Rosie Urbanovich, The Independent
My fingers shook as they pressed into the scanner at my citizenship appointment. Forcing a smile, I thought: I’ve come so far, I won’t risk saying anything now. My UK passport would be in hand soon enough — and this would all be over.
I squirmed in my chair as the employee behind the desk, who referred to himself as my Immigration Officer, called me beautiful for a third time. He flicked through my documents as he told me my hair looked unnatural. I smiled for the biometric camera as he asked how attractive my husband found me. The comments went on for the duration of my appointment.
These crude remarks didn’t come from an employee of the Home Office, but from an employee of a private company, to which all UK visa and citizenship services were outsourced in 2018 and has faced frequent calls for investigation, while offering scarce availability for compulsory visa appointments.
My citizenship appointment was a damning representation of what happens when this government takes less accountability in the immigration process and outsources its dealings to companies whose only concern is their bottom line — let alone offering any respect for applicants. In an already antagonistic environment for migrants, privatising immigration services leaves the Home Office with virtually non-existent oversight over our treatment and rubs salt into an already festering wound.
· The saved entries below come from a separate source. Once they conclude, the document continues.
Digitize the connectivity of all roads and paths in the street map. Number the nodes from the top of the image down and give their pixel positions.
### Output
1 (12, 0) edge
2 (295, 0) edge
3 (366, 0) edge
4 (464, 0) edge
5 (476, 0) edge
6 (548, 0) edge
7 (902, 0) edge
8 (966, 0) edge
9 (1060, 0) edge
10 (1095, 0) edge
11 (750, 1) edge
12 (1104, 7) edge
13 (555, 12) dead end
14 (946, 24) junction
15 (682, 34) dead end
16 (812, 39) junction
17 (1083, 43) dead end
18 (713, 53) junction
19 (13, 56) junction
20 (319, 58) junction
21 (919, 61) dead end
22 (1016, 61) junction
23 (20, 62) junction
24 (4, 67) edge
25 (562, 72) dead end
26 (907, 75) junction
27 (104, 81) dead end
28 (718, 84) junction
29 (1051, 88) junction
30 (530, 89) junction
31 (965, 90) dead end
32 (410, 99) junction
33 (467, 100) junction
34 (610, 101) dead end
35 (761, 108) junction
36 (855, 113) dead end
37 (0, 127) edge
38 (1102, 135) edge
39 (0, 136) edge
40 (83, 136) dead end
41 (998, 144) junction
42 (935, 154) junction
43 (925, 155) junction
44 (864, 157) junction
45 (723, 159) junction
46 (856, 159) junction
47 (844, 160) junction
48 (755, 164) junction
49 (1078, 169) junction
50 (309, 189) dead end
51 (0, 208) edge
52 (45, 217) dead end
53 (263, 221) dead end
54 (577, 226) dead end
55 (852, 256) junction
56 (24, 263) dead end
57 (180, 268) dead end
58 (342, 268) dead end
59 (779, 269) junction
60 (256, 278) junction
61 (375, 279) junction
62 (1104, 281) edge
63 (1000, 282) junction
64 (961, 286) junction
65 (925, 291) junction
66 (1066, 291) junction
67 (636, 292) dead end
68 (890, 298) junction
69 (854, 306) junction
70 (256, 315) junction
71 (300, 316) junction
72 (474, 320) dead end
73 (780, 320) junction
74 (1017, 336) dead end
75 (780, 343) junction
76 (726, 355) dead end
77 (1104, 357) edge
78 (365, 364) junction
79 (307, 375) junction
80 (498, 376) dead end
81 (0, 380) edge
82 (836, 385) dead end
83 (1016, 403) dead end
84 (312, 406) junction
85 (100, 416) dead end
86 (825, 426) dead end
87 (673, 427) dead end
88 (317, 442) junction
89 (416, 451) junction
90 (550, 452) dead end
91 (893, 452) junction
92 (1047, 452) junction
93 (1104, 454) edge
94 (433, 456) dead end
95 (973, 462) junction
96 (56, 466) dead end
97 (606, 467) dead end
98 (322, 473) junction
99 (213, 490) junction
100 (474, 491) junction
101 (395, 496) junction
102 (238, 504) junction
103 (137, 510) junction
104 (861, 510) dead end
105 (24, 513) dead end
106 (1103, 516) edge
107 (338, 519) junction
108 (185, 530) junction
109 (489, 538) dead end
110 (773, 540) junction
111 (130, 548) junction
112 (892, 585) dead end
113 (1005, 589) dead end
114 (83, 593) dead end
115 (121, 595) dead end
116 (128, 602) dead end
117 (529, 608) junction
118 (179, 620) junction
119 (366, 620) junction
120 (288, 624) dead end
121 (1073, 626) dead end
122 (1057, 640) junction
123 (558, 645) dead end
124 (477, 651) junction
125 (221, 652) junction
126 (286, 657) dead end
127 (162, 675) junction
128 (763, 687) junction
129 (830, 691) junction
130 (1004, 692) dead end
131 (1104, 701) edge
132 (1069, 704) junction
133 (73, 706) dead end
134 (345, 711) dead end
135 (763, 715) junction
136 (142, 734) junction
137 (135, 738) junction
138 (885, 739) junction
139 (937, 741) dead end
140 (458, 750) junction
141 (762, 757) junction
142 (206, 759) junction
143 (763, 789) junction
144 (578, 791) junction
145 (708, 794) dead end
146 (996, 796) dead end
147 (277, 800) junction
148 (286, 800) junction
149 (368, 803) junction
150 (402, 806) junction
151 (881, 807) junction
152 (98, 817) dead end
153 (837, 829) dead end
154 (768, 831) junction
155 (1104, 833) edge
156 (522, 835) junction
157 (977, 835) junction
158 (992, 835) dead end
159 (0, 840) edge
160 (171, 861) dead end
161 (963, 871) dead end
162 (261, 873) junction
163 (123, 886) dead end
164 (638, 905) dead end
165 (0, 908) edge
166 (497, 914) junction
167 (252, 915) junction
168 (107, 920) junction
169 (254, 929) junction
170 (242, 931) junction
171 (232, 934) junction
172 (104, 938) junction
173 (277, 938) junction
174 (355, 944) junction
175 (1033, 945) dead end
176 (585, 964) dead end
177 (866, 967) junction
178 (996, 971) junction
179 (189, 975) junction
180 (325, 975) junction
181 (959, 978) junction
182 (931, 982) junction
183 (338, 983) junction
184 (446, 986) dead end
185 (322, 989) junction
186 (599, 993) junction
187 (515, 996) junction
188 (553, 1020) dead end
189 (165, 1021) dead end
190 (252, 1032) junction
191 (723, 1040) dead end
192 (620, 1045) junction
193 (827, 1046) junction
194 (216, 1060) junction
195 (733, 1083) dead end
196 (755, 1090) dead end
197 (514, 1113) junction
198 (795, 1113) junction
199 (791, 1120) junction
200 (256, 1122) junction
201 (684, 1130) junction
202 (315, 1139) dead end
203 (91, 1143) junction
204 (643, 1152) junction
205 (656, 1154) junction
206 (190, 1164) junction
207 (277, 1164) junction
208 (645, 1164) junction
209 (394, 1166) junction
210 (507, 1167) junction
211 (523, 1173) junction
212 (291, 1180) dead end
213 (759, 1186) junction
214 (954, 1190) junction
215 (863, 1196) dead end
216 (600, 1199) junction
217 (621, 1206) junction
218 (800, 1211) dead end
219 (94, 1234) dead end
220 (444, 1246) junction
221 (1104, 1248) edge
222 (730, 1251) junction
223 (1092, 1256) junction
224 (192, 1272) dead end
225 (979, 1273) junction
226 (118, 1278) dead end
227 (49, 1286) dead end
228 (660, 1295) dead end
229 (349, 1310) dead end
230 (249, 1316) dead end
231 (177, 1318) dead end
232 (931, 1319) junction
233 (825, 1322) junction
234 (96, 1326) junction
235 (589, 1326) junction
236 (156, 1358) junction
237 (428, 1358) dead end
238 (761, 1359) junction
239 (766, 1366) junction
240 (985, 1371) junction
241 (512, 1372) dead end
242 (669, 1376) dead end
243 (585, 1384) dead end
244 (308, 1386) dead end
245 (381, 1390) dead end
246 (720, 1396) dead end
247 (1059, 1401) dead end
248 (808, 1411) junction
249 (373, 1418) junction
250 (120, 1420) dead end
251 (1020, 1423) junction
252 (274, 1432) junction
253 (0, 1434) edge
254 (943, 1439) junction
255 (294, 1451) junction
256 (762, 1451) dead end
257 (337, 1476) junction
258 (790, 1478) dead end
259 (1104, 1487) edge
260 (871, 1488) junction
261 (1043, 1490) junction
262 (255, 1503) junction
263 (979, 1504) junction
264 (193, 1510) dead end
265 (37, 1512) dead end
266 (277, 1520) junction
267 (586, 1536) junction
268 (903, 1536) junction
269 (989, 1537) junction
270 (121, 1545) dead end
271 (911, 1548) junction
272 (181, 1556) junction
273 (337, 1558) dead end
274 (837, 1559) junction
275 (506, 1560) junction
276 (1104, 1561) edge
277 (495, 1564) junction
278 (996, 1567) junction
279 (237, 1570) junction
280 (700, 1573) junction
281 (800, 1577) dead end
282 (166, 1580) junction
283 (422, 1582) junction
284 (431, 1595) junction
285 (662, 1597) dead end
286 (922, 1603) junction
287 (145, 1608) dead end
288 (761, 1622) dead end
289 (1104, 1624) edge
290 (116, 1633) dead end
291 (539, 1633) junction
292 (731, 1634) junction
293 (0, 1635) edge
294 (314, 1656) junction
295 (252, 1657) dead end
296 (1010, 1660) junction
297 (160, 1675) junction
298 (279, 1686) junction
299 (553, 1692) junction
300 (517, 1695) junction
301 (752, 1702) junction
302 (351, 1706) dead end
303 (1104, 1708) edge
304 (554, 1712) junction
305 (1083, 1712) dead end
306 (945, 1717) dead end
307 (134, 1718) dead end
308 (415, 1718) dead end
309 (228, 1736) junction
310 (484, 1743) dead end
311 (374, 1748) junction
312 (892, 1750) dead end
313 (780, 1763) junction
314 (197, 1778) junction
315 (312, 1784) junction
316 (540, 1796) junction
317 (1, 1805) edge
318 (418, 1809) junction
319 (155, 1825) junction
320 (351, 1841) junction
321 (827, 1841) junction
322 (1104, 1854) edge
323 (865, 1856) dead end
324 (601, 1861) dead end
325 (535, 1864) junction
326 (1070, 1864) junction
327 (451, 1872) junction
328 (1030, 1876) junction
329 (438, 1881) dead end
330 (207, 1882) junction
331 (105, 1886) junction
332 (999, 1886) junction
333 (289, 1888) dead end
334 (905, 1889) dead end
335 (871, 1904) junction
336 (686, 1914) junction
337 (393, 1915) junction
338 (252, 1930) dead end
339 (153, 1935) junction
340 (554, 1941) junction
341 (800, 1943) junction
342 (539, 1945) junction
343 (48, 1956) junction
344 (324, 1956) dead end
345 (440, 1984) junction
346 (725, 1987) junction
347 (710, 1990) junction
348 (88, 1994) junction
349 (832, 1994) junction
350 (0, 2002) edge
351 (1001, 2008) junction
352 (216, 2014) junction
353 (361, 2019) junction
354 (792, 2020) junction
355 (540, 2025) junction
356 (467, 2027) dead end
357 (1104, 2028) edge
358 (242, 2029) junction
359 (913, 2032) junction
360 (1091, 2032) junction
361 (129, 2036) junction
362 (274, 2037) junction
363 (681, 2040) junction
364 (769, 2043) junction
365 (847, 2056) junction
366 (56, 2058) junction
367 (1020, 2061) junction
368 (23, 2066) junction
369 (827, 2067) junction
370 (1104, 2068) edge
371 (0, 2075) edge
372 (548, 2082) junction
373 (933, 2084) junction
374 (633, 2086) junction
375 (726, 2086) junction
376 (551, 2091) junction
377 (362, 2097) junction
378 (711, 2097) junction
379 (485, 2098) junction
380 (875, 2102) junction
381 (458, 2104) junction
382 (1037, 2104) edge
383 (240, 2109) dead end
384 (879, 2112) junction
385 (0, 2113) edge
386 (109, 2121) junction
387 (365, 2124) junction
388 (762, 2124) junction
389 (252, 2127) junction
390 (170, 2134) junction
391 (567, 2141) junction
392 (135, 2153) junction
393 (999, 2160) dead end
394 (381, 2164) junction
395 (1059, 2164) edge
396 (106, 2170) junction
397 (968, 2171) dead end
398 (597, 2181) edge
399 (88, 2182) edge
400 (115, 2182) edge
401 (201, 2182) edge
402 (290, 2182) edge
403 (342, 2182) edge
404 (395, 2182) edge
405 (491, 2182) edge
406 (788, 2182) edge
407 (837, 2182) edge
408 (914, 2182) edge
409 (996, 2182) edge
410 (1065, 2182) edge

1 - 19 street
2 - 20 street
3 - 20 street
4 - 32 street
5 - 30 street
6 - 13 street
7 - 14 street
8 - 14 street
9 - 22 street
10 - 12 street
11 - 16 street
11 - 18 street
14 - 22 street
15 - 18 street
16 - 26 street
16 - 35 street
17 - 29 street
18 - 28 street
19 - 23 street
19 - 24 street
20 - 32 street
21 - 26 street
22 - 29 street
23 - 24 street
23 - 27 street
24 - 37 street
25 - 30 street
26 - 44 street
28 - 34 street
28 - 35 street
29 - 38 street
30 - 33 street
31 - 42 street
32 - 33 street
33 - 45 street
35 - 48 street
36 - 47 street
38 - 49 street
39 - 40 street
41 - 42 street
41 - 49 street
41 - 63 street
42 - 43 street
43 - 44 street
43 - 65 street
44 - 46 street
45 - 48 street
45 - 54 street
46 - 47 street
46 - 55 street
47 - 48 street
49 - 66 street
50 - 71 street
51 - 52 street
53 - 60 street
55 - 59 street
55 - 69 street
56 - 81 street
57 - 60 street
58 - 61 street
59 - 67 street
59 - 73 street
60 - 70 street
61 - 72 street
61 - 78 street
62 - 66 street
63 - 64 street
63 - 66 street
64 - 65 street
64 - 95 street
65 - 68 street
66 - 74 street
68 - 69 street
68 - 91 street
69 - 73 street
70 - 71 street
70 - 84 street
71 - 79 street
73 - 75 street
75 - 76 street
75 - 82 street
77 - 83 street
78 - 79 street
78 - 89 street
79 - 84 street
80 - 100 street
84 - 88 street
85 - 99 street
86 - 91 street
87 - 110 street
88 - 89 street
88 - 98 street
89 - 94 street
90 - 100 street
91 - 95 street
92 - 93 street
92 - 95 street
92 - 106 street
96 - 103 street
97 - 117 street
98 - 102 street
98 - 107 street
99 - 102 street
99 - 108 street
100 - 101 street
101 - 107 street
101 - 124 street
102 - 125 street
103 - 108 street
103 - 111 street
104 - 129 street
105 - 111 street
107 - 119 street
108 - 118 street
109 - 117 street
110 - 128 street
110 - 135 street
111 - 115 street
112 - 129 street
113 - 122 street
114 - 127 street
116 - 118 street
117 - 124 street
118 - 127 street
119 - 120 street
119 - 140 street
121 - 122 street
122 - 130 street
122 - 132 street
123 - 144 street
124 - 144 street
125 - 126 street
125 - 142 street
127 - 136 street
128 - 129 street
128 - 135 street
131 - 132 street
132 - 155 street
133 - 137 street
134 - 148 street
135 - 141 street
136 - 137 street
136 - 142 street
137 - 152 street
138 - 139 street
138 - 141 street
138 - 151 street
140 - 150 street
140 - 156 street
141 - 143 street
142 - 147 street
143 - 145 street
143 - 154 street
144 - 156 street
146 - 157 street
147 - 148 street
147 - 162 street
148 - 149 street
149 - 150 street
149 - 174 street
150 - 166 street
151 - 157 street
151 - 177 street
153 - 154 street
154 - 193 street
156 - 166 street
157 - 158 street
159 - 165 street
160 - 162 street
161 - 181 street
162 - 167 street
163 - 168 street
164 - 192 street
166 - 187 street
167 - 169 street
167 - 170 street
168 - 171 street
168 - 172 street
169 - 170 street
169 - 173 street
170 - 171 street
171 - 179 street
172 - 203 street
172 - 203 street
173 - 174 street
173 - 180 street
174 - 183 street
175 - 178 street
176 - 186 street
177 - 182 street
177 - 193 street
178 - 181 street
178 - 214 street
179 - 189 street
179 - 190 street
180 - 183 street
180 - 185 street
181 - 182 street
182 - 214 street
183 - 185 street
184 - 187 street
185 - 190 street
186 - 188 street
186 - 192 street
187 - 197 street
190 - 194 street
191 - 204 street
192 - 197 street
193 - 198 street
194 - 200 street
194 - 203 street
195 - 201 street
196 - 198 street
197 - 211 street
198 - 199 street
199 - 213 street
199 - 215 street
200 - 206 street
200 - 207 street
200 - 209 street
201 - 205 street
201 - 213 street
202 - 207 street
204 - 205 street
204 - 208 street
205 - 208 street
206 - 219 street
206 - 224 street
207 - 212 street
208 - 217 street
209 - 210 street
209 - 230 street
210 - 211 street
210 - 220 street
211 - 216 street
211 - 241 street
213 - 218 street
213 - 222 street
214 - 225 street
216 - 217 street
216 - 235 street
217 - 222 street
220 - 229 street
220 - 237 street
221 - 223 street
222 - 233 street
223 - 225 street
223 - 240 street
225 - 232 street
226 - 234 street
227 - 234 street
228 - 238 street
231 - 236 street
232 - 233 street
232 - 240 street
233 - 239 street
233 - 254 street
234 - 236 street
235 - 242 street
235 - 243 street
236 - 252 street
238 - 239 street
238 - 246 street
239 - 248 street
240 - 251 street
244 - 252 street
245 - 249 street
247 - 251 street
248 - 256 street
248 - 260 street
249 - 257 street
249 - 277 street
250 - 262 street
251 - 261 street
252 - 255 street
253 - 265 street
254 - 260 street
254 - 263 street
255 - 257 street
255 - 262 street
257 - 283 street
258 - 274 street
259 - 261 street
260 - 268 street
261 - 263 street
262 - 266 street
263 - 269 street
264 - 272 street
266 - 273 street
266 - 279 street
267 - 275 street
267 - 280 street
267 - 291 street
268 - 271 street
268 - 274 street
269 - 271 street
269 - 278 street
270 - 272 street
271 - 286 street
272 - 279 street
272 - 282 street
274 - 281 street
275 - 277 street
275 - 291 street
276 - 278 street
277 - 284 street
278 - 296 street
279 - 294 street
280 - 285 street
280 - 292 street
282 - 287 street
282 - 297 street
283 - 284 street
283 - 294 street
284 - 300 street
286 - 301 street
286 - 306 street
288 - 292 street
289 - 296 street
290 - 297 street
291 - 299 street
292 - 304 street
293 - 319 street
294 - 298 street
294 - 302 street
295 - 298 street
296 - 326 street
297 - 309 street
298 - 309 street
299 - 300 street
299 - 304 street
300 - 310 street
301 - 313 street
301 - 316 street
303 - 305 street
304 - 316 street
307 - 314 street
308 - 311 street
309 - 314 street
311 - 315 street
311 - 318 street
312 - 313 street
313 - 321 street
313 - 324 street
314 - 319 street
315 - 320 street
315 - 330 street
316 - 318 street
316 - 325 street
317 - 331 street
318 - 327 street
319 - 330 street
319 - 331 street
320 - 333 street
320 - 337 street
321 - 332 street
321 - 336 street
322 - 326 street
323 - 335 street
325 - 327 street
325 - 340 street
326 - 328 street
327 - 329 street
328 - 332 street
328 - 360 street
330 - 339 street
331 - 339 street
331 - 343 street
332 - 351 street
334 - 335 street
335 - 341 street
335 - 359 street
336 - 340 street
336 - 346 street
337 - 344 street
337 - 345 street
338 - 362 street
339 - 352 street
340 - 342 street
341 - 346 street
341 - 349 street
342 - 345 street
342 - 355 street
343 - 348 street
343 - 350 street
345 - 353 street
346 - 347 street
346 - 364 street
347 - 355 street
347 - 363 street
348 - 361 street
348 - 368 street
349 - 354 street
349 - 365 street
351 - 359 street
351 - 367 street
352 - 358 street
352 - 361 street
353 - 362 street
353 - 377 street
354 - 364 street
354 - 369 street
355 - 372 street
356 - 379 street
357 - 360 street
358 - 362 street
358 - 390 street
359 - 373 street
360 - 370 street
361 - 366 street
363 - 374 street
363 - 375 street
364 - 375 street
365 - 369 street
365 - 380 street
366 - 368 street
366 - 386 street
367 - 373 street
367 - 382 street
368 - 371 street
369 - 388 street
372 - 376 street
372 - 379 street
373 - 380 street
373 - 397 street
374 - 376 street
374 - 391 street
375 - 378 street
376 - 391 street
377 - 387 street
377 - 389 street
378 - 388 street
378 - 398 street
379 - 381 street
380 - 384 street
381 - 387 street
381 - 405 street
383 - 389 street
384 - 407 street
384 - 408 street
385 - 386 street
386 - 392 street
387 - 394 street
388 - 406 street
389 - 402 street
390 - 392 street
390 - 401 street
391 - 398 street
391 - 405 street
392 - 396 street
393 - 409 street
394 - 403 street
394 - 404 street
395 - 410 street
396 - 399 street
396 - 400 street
Throughout the last decade, immigrants have borne the brunt of outlandish rule changes, government chaos, erroneously rejected and delayed applications, abolished agencies, and now, of private companies masquerading as the Home Office and treating us with indignity.
Then home secretary, Theresa May and her 2012 immigration upheaval saw the beginning of the dismantling of the immigration framework, particularly for family visas. The post-study work visa for foreign students completing UK degrees was scrapped, with the UK Border Agency (UKBA) abolished soon after. Then came the implementation of the notorious 2012 immigration rules. Stringent financial requirements were enacted and demanded one of the highest income thresholds in the world, of which 40 per cent of British nationals are unable to meet. These rule changes saw over 15,000 children separated from a parent.
The horrifying deportation scandals this government has seen in recent years are what routinely make headlines and rightly so. Yet, the visa administration process is another outrage. It wasn’t until applying for my first settlement visa in 2013 did I understand that visa administration in the UK was intentionally designed to be a painstaking and convoluted process, even when meeting all prerequisites. Dozens of online immigration boards were flooded with contradicting information, and thousands begged the question: Why is clear and accessible guidance from the UKBA not available? Why was I rejected?
Piecing together an application was an intricate and laborious puzzle: trusting strangers off the internet for clues, sending stacks of documents to an office in Sheffield, still not entirely sure what was compulsory. As you waited sometimes over six months for your visa, you were filled with existential dread that somewhere you left off a page, a stamp, or a signature.
This trepidation is not unsubstantiated. Even after the UKBA was abolished and years after the 2012 rule overhaul, over 20 per cent of family visas were refused in 2019. With some applications costing nearly £3,000, these are expensive refusals. When a visa is rejected, the applicant must either endure a lengthy and expensive appeals process or pay another fee and apply again. Profit has been embedded in the visa administration process for years, and with private companies now at the helm, we have reached chilling unchartered territory.
Even when qualifying for a UK visa post-2012, the rigid procedural burden and cost is out of reach for many. As my residency clock ticked, I restlessly watched Home Office fees soar and new charges introduced. The health surcharge was introduced in 2014, and costs £2k over the course of five years. Immigrants are routinely charged 10 times more than an application costs to process. The Home Office makes an astounding 800 per cent profit on some applications, a deliberate hike that places the burden of subsidising government cuts on immigrants themselves.
By the time I became a UK citizen, my applications had been processed by three separate entities and I had spent nearly £10k, notwithstanding the years of mental drain from the all-or-nothing excessive evidencing required at each stage.
The outsourcing of visa services represents a step backwards in an already broken institution. Priti Patel recently announced a “single global system” for all migrants alike, but without a complete Home Office culture shift, it appears the existing path that non-EEA citizens have suffered under for years will continue to be lined with profiteering and disarray. The answer for the Home Office is not less immigration accountability; but a reformed and streamlined system reflecting the value and enrichment migrants deliver.
The UK welcoming the “best and brightest” has been repeated incessantly by this government, but within the current structure, especially now the coronavirus pandemic has hit, it will remain one only for those with the deepest pockets and most patience for erratic bureaucratic upheaval.